They are parallel analyses of different cuts through the same structure, not competing theories.
Why This Makes the Framework Valuable
The value of this framework is precisely that everyone is right.
The confusion disappears once we stop asking:
“Which theory is correct?”
and instead ask:
“Which function is being analyzed, under which frictions?”
That shift is what allows sales to:
recognize what kind of question a banker is asking,
identify whether it concerns U, E, or S,
answer correctly without overreaching,
and stop talking at the right moment.
The reason why this framework is easy to sell and adopt is that it does not replace existing monetary theory, none of these Theories really Contradict Each Other
This document may appear, at first glance, to be reconciling competing theories of money. That is not what is happening.

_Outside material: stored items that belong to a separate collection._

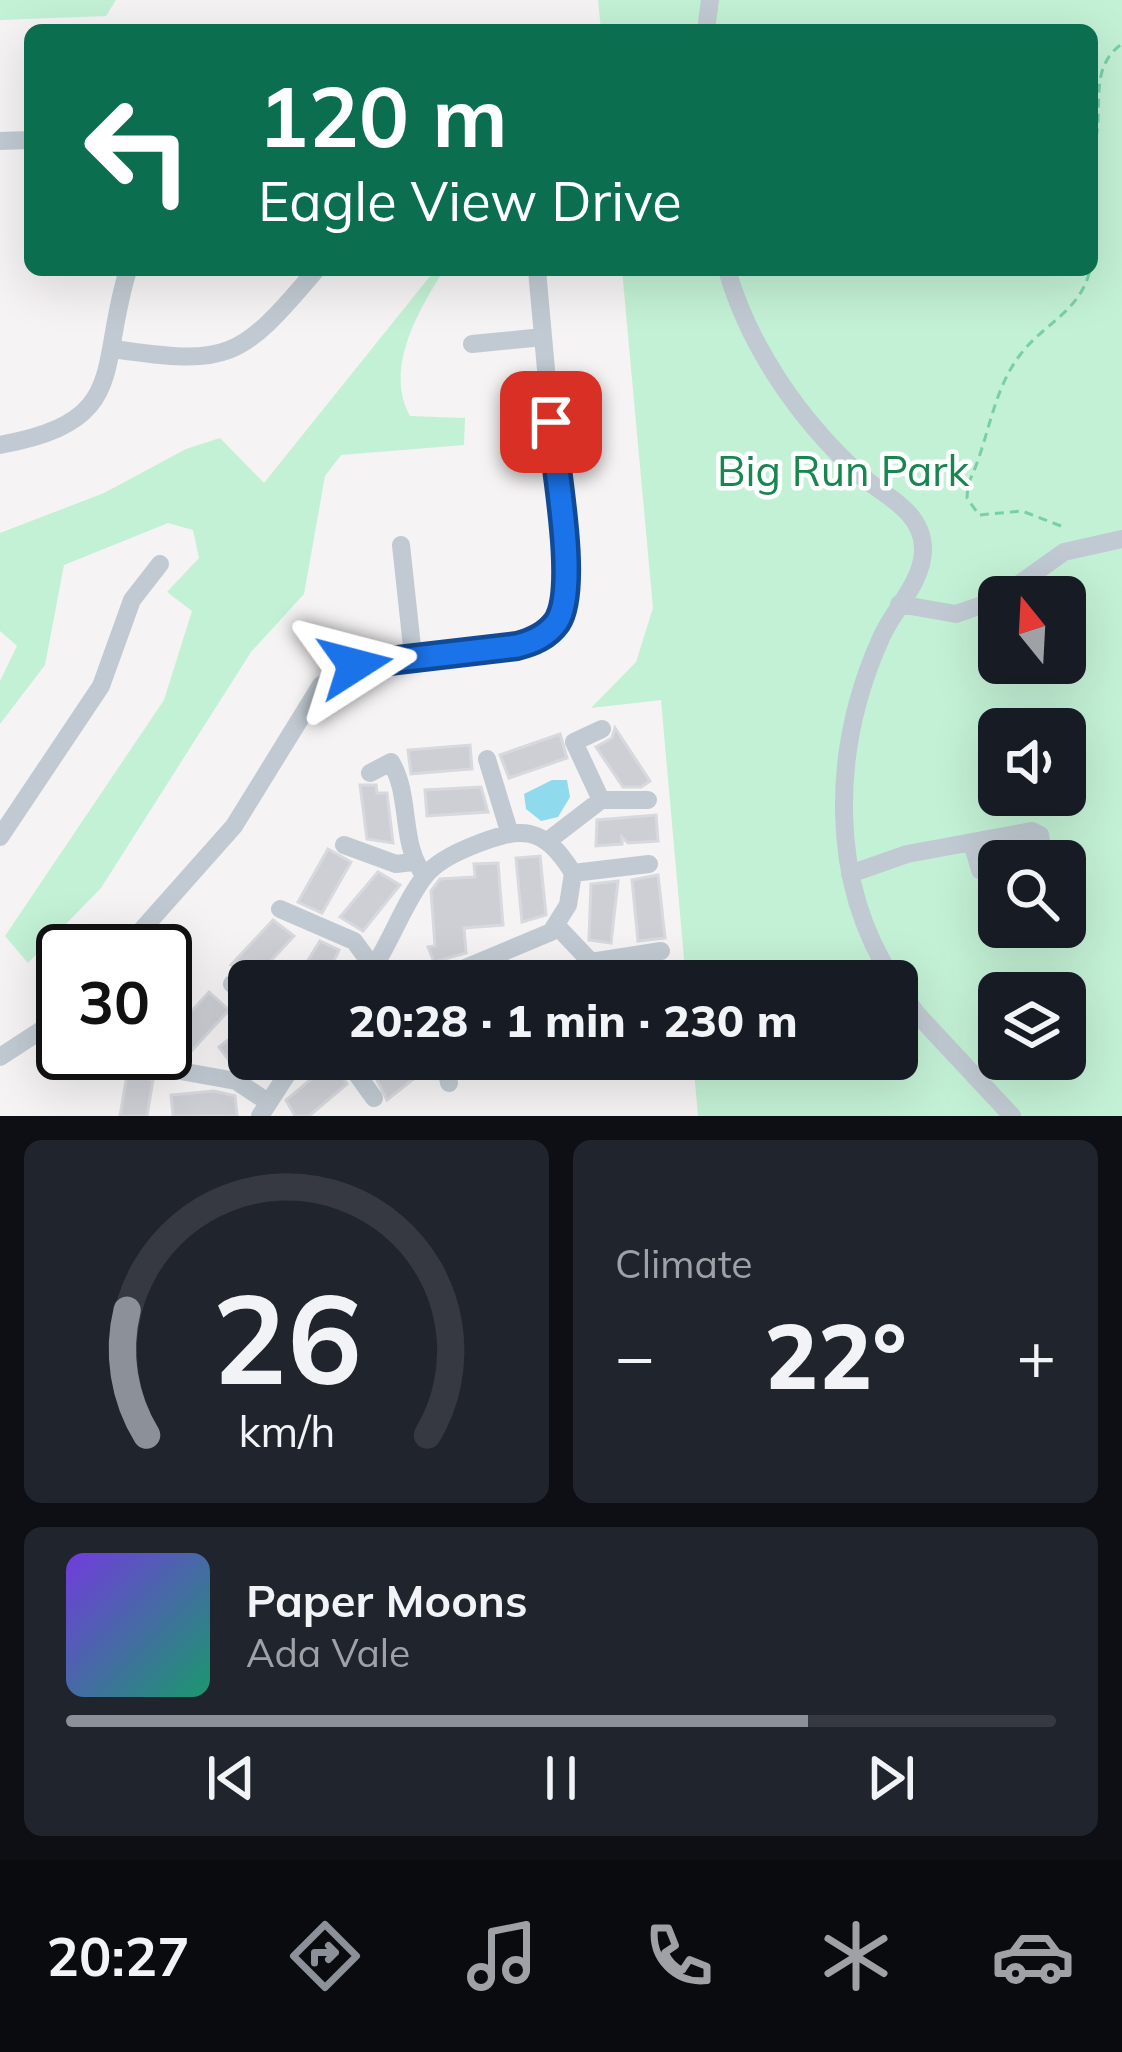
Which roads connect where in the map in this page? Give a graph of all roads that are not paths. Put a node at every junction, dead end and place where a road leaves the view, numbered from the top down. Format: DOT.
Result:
graph roads {
  1 [pos="127,276"];
  2 [pos="311,276"];
  3 [pos="538,276"];
  4 [pos="729,276"];
  5 [pos="543,338"];
  6 [pos="472,344"];
  7 [pos="113,349"];
  8 [pos="0,445"];
  9 [pos="1122,538"];
  10 [pos="401,545"];
  11 [pos="160,564"];
  12 [pos="1031,576"];
  13 [pos="899,604"];
  14 [pos="978,606"];
  15 [pos="413,656"];
  16 [pos="602,729"];
  17 [pos="487,759"];
  18 [pos="370,773"];
  19 [pos="601,800"];
  20 [pos="648,800"];
  21 [pos="509,831"];
  22 [pos="0,837"];
  23 [pos="549,840"];
  24 [pos="997,840"];
  25 [pos="1041,840"];
  26 [pos="344,845"];
  27 [pos="978,845"];
  28 [pos="973,846"];
  29 [pos="649,864"];
  30 [pos="978,864"];
  31 [pos="419,869"];
  32 [pos="573,873"];
  33 [pos="850,874"];
  34 [pos="280,909"];
  35 [pos="147,924"];
  36 [pos="556,925"];
  37 [pos="661,951"];
  38 [pos="494,959"];
  39 [pos="362,960"];
  40 [pos="376,960"];
  41 [pos="585,960"];
  42 [pos="633,960"];
  43 [pos="883,960"];
  44 [pos="918,1017"];
  45 [pos="36,1034"];
  46 [pos="0,1057"];
  47 [pos="192,1074"];
  48 [pos="284,1080"];
  49 [pos="361,1080"];
  50 [pos="448,1080"];
  51 [pos="449,1083"];
  52 [pos="374,1098"];
  53 [pos="264,1109"];
  54 [pos="1012,1116"];
  1 -- 7 [label="street"];
  2 -- 7 [label="street"];
  3 -- 5 [label="street"];
  4 -- 13 [label="street"];
  5 -- 6 [label="street"];
  5 -- 15 [label="street"];
  7 -- 8 [label="street"];
  9 -- 12 [label="street"];
  10 -- 15 [label="street"];
  11 -- 22 [label="street"];
  13 -- 14 [label="street"];
  13 -- 33 [label="street"];
  15 -- 35 [label="street"];
  16 -- 19 [label="street"];
  17 -- 21 [label="street"];
  18 -- 31 [label="street"];
  19 -- 20 [label="street"];
  19 -- 23 [label="street"];
  21 -- 23 [label="street"];
  21 -- 31 [label="street"];
  23 -- 32 [label="street"];
  24 -- 25 [label="street"];
  26 -- 31 [label="street"];
  27 -- 28 [label="street"];
  28 -- 30 [label="street"];
  28 -- 33 [label="street"];
  29 -- 32 [label="street"];
  31 -- 40 [label="street"];
  32 -- 36 [label="street"];
  33 -- 43 [label="street"];
  34 -- 39 [label="street"];
  36 -- 38 [label="street"];
  36 -- 41 [label="street"];
  37 -- 42 [label="street"];
  44 -- 54 [label="street"];
  45 -- 46 [label="street"];
  47 -- 53 [label="street"];
  48 -- 53 [label="street"];
  49 -- 52 [label="street"];
  50 -- 51 [label="street"];
}
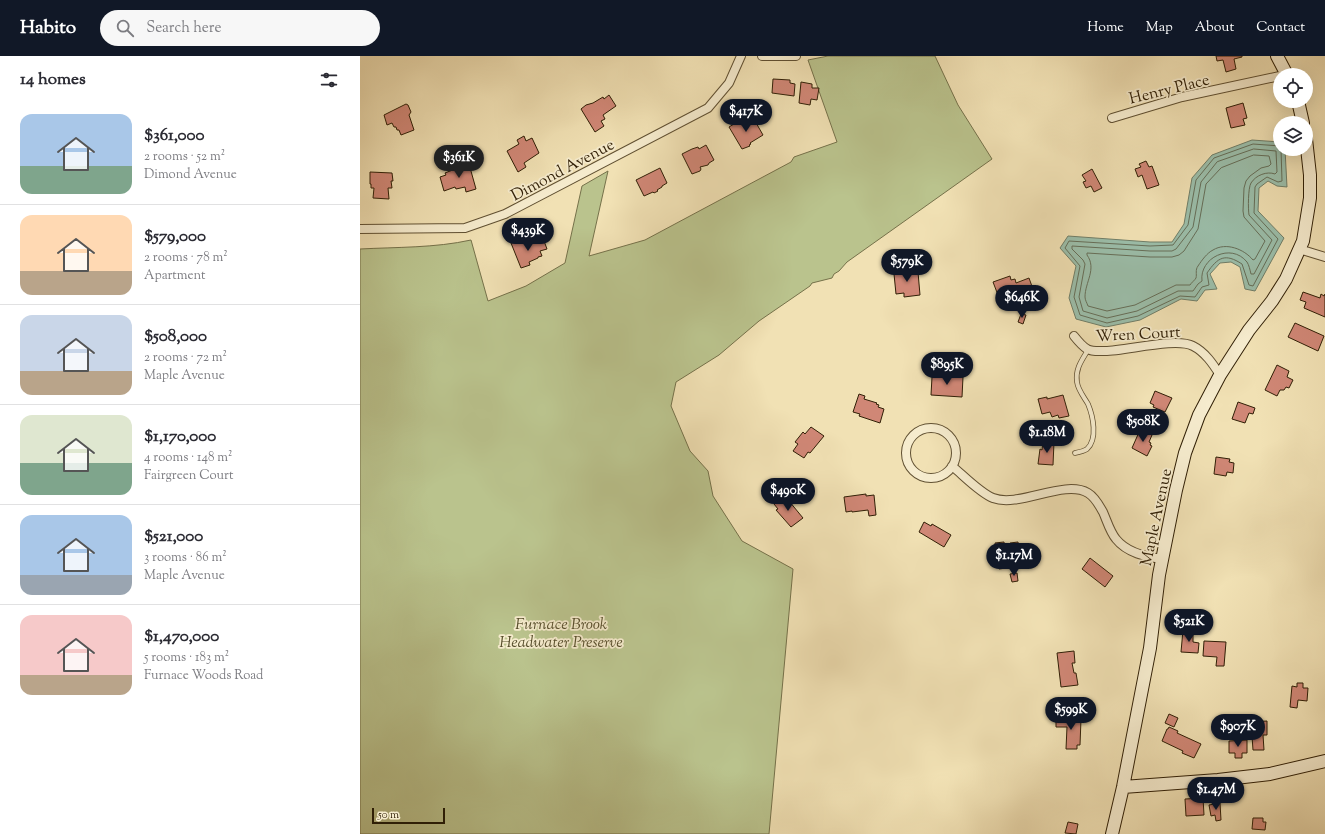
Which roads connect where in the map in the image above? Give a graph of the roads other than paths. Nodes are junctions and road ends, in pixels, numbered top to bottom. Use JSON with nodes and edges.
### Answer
{"nodes":[{"id":1,"x":741,"y":56,"type":"edge"},
{"id":2,"x":762,"y":56,"type":"edge"},
{"id":3,"x":796,"y":56,"type":"edge"},
{"id":4,"x":1277,"y":56,"type":"edge"},
{"id":5,"x":1283,"y":68,"type":"edge"},
{"id":6,"x":1273,"y":77,"type":"edge"},
{"id":7,"x":1112,"y":118,"type":"dead end"},
{"id":8,"x":1308,"y":156,"type":"edge"},
{"id":9,"x":360,"y":229,"type":"edge"},
{"id":10,"x":1299,"y":249,"type":"junction"},
{"id":11,"x":1325,"y":257,"type":"edge"},
{"id":12,"x":1074,"y":336,"type":"dead end"},
{"id":13,"x":1088,"y":350,"type":"junction"},
{"id":14,"x":1220,"y":375,"type":"junction"},
{"id":15,"x":1076,"y":454,"type":"dead end"},
{"id":16,"x":952,"y":466,"type":"junction"},
{"id":17,"x":1163,"y":560,"type":"junction"},
{"id":18,"x":1325,"y":761,"type":"edge"},
{"id":19,"x":1123,"y":787,"type":"junction"},
{"id":20,"x":1112,"y":834,"type":"edge"}],
"edges":[{"from":1,"to":9,"type":"street","name":"Dimond Avenue"},
{"from":2,"to":3,"type":"street"},
{"from":4,"to":5,"type":"street"},
{"from":6,"to":7,"type":"street","name":"Henry Place"},
{"from":8,"to":10,"type":"street","name":"Maple Avenue"},
{"from":10,"to":11,"type":"street"},
{"from":10,"to":14,"type":"street","name":"Maple Avenue"},
{"from":12,"to":13,"type":"street","name":"Wren Court"},
{"from":13,"to":14,"type":"street","name":"Wren Court"},
{"from":13,"to":15,"type":"lane"},
{"from":14,"to":17,"type":"street","name":"Maple Avenue"},
{"from":16,"to":16,"type":"street"},
{"from":16,"to":17,"type":"street"},
{"from":17,"to":19,"type":"street","name":"Maple Avenue"},
{"from":18,"to":19,"type":"street"},
{"from":19,"to":20,"type":"street","name":"Maple Avenue"}]}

The apparent disagreements across monetary theory arise because different frameworks start from different assumptions, isolate different frictions, and answer different questions about the same underlying object. When those differences are respected, the contradictions largely disappear.
Arrow–Debreu assumes a coherent price system and studies equilibrium properties conditional on that assumption. Search-theoretic models (Kiyotaki–Wright, Trejos–Wright, Lagos–Wright) abstract away from centralized pricing and study how trade can occur in decentralized settings with severe frictions. Banerjee–Maskin assumes a full Walrasian background and then asks why decentralized exchange can still fail, and how money itself can collapse under instability.

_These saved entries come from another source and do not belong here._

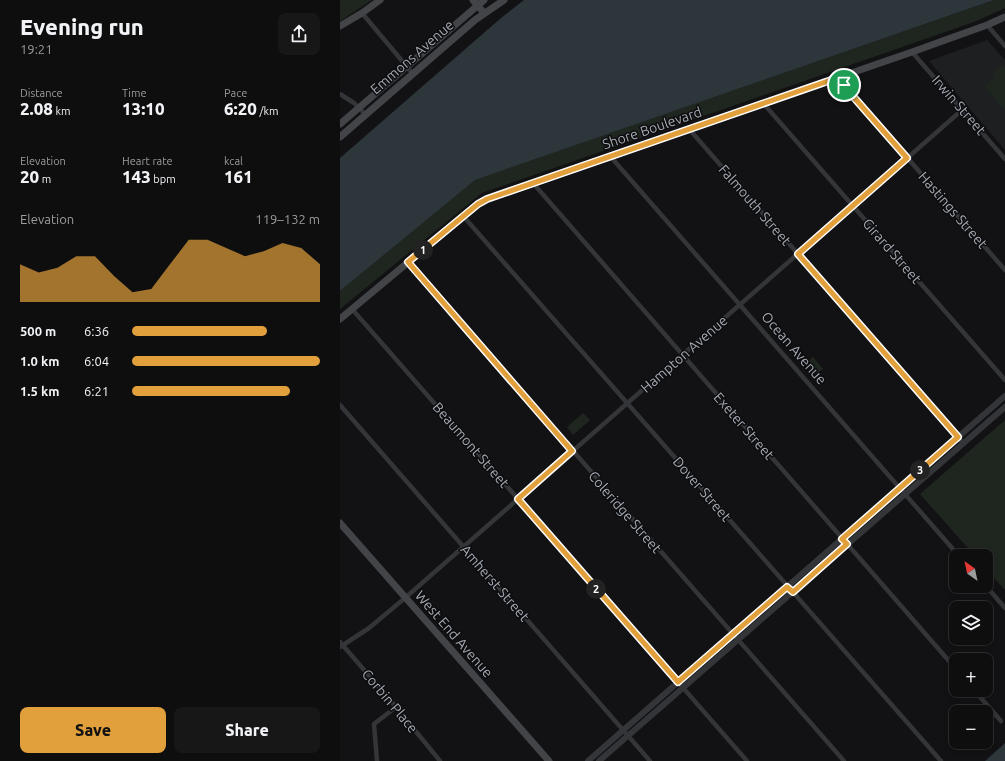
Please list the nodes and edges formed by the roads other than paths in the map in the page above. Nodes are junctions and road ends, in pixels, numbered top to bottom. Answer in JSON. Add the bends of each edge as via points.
{"nodes":[{"id":1,"x":380,"y":0,"type":"edge"},
{"id":2,"x":484,"y":0,"type":"edge"},
{"id":3,"x":504,"y":0,"type":"edge"},
{"id":4,"x":476,"y":3,"type":"edge"},
{"id":5,"x":362,"y":13,"type":"junction"},
{"id":6,"x":484,"y":13,"type":"junction"},
{"id":7,"x":1005,"y":17,"type":"edge"},
{"id":8,"x":987,"y":25,"type":"junction"},
{"id":9,"x":340,"y":26,"type":"edge"},
{"id":10,"x":1005,"y":46,"type":"edge"},
{"id":11,"x":912,"y":52,"type":"junction"},
{"id":12,"x":407,"y":66,"type":"junction"},
{"id":13,"x":414,"y":74,"type":"junction"},
{"id":14,"x":837,"y":78,"type":"junction"},
{"id":15,"x":340,"y":94,"type":"edge"},
{"id":16,"x":763,"y":103,"type":"junction"},
{"id":17,"x":359,"y":108,"type":"junction"},
{"id":18,"x":962,"y":110,"type":"junction"},
{"id":19,"x":366,"y":115,"type":"junction"},
{"id":20,"x":340,"y":124,"type":"edge"},
{"id":21,"x":689,"y":129,"type":"junction"},
{"id":22,"x":340,"y":137,"type":"edge"},
{"id":23,"x":610,"y":156,"type":"junction"},
{"id":24,"x":907,"y":158,"type":"junction"},
{"id":25,"x":1005,"y":159,"type":"edge"},
{"id":26,"x":533,"y":184,"type":"junction"},
{"id":27,"x":853,"y":206,"type":"junction"},
{"id":28,"x":464,"y":217,"type":"junction"},
{"id":29,"x":798,"y":254,"type":"junction"},
{"id":30,"x":408,"y":262,"type":"junction"},
{"id":31,"x":1005,"y":270,"type":"edge"},
{"id":32,"x":740,"y":305,"type":"junction"},
{"id":33,"x":352,"y":309,"type":"junction"},
{"id":34,"x":340,"y":319,"type":"edge"},
{"id":35,"x":682,"y":355,"type":"junction"},
{"id":36,"x":1005,"y":380,"type":"edge"},
{"id":37,"x":1005,"y":396,"type":"edge"},
{"id":38,"x":627,"y":403,"type":"junction"},
{"id":39,"x":340,"y":405,"type":"edge"},
{"id":40,"x":1005,"y":406,"type":"edge"},
{"id":41,"x":958,"y":437,"type":"junction"},
{"id":42,"x":964,"y":443,"type":"junction"},
{"id":43,"x":572,"y":451,"type":"junction"},
{"id":44,"x":900,"y":488,"type":"junction"},
{"id":45,"x":905,"y":494,"type":"junction"},
{"id":46,"x":518,"y":499,"type":"junction"},
{"id":47,"x":340,"y":523,"type":"edge"},
{"id":48,"x":842,"y":539,"type":"junction"},
{"id":49,"x":847,"y":544,"type":"junction"},
{"id":50,"x":463,"y":547,"type":"junction"},
{"id":51,"x":953,"y":549,"type":"edge"},
{"id":52,"x":787,"y":587,"type":"junction"},
{"id":53,"x":793,"y":592,"type":"junction"},
{"id":54,"x":992,"y":593,"type":"edge"},
{"id":55,"x":405,"y":598,"type":"junction"},
{"id":56,"x":1005,"y":608,"type":"edge"},
{"id":57,"x":732,"y":635,"type":"junction"},
{"id":58,"x":738,"y":641,"type":"junction"},
{"id":59,"x":341,"y":645,"type":"edge"},
{"id":60,"x":949,"y":661,"type":"edge"},
{"id":61,"x":678,"y":682,"type":"junction"},
{"id":62,"x":683,"y":688,"type":"junction"},
{"id":63,"x":980,"y":697,"type":"edge"},
{"id":64,"x":396,"y":707,"type":"junction"},
{"id":65,"x":1001,"y":721,"type":"dead end"},
{"id":66,"x":623,"y":730,"type":"junction"},
{"id":67,"x":628,"y":736,"type":"junction"},
{"id":68,"x":377,"y":761,"type":"edge"},
{"id":69,"x":440,"y":761,"type":"edge"},
{"id":70,"x":549,"y":761,"type":"edge"},
{"id":71,"x":588,"y":761,"type":"edge"},
{"id":72,"x":600,"y":761,"type":"edge"},
{"id":73,"x":650,"y":761,"type":"edge"},
{"id":74,"x":747,"y":761,"type":"edge"},
{"id":75,"x":844,"y":761,"type":"edge"},
{"id":76,"x":941,"y":761,"type":"edge"}],
"edges":[{"from":1,"to":5,"type":"main road"},
{"from":2,"to":4,"type":"main road","name":"Emmons Avenue"},
{"from":3,"to":6,"type":"main road","name":"Emmons Avenue"},
{"from":4,"to":6,"type":"main road"},
{"from":4,"to":12,"type":"main road","name":"Emmons Avenue"},
{"from":5,"to":9,"type":"main road"},
{"from":5,"to":12,"type":"street"},
{"from":6,"to":13,"type":"main road","name":"Emmons Avenue"},
{"from":7,"to":8,"type":"main road","name":"Shore Boulevard"},
{"from":8,"to":10,"type":"street"},
{"from":8,"to":11,"type":"main road","name":"Shore Boulevard"},
{"from":11,"to":14,"type":"main road","name":"Shore Boulevard"},
{"from":11,"to":18,"type":"street","name":"Irwin Street"},
{"from":12,"to":13,"type":"street"},
{"from":12,"to":17,"type":"main road","name":"Emmons Avenue"},
{"from":13,"to":19,"type":"main road","name":"Emmons Avenue"},
{"from":14,"to":16,"type":"main road","name":"Shore Boulevard"},
{"from":14,"to":24,"type":"street","name":"Hastings Street"},
{"from":15,"to":17,"type":"street"},
{"from":16,"to":21,"type":"main road","name":"Shore Boulevard"},
{"from":16,"to":27,"type":"street","name":"Girard Street"},
{"from":17,"to":19,"type":"street"},
{"from":17,"to":20,"type":"main road","name":"Emmons Avenue"},
{"from":18,"to":24,"type":"street","name":"Hampton Avenue"},
{"from":18,"to":25,"type":"street","name":"Irwin Street"},
{"from":19,"to":22,"type":"main road","name":"Emmons Avenue"},
{"from":21,"to":23,"type":"main road","name":"Shore Boulevard"},
{"from":21,"to":29,"type":"street","name":"Falmouth Street"},
{"from":23,"to":26,"type":"main road","name":"Shore Boulevard"},
{"from":23,"to":32,"type":"street","name":"Ocean Avenue"},
{"from":24,"to":27,"type":"street","name":"Hampton Avenue"},
{"from":24,"to":31,"type":"street","name":"Hastings Street"},
{"from":26,"to":28,"type":"main road","name":"Shore Boulevard","via":[[487,199]]},
{"from":26,"to":35,"type":"street","name":"Exeter Street"},
{"from":27,"to":29,"type":"street","name":"Hampton Avenue"},
{"from":27,"to":36,"type":"street","name":"Girard Street"},
{"from":28,"to":30,"type":"main road","name":"Shore Boulevard"},
{"from":28,"to":38,"type":"street","name":"Dover Street"},
{"from":29,"to":32,"type":"street","name":"Hampton Avenue"},
{"from":29,"to":41,"type":"street","name":"Falmouth Street"},
{"from":30,"to":33,"type":"main road","name":"Shore Boulevard"},
{"from":30,"to":43,"type":"street","name":"Coleridge Street"},
{"from":32,"to":35,"type":"street","name":"Hampton Avenue"},
{"from":32,"to":44,"type":"street","name":"Ocean Avenue"},
{"from":33,"to":34,"type":"main road","name":"Shore Boulevard"},
{"from":33,"to":46,"type":"street","name":"Beaumont Street"},
{"from":35,"to":38,"type":"street","name":"Hampton Avenue"},
{"from":35,"to":48,"type":"street","name":"Exeter Street"},
{"from":37,"to":41,"type":"street"},
{"from":38,"to":43,"type":"street","name":"Hampton Avenue"},
{"from":38,"to":52,"type":"street","name":"Dover Street"},
{"from":39,"to":50,"type":"street","name":"Amherst Street"},
{"from":40,"to":42,"type":"street"},
{"from":41,"to":42,"type":"street","name":"Falmouth Street"},
{"from":41,"to":44,"type":"street"},
{"from":42,"to":45,"type":"street"},
{"from":43,"to":46,"type":"street","name":"Hampton Avenue"},
{"from":43,"to":57,"type":"street","name":"Coleridge Street"},
{"from":44,"to":45,"type":"street","name":"Ocean Avenue"},
{"from":44,"to":48,"type":"street"},
{"from":45,"to":49,"type":"street"},
{"from":45,"to":51,"type":"street","name":"Ocean Avenue"},
{"from":46,"to":50,"type":"street","name":"Hampton Avenue"},
{"from":46,"to":61,"type":"street","name":"Beaumont Street"},
{"from":47,"to":55,"type":"main road","name":"West End Avenue"},
{"from":48,"to":49,"type":"street","name":"Exeter Street"},
{"from":48,"to":52,"type":"street"},
{"from":49,"to":53,"type":"street"},
{"from":49,"to":60,"type":"street","name":"Exeter Street"},
{"from":50,"to":55,"type":"street","name":"Hampton Avenue"},
{"from":50,"to":66,"type":"street","name":"Amherst Street"},
{"from":52,"to":53,"type":"street","name":"Dover Street"},
{"from":52,"to":57,"type":"street"},
{"from":53,"to":58,"type":"street"},
{"from":53,"to":76,"type":"street","name":"Dover Street"},
{"from":54,"to":56,"type":"street"},
{"from":55,"to":59,"type":"street","name":"Hampton Avenue","via":[[369,628]]},
{"from":55,"to":70,"type":"main road","name":"West End Avenue"},
{"from":57,"to":58,"type":"street","name":"Coleridge Street"},
{"from":57,"to":61,"type":"street"},
{"from":58,"to":62,"type":"street"},
{"from":58,"to":75,"type":"street","name":"Coleridge Street"},
{"from":59,"to":64,"type":"street","name":"Corbin Place"},
{"from":61,"to":62,"type":"street","name":"Beaumont Street"},
{"from":61,"to":66,"type":"street"},
{"from":62,"to":67,"type":"street"},
{"from":62,"to":74,"type":"street","name":"Beaumont Street"},
{"from":63,"to":65,"type":"street"},
{"from":64,"to":68,"type":"street","via":[[374,724]]},
{"from":64,"to":69,"type":"street","name":"Corbin Place"},
{"from":66,"to":67,"type":"street","name":"Amherst Street"},
{"from":66,"to":71,"type":"street"},
{"from":67,"to":72,"type":"street"},
{"from":67,"to":73,"type":"street","name":"Amherst Street"}]}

Each of these approaches is internally correct within its domain. None of them is wrong. None of them refutes the others.
What this document does is make explicit a functional structure that is implicit across all of them:
Money performs multiple roles.
Those roles have distinct requirements.
Those requirements can fail independently.
And different theories are focused on different roles or failure modes.
Once this structure is explicit, it becomes clear that these theories are not competing explanations, but partial analyses of the same system under different conditions.
The value of this document is not that it introduces a new theory of money, but that it provides a unifying frame in which existing theories can be understood as complementary rather than contradictory. That clarity is what allows us to reason correctly about modern monetary instruments and systems without collapsing into ideology or confusion.
This postscript exists simply to make that point explicit—and to close the document at the right place.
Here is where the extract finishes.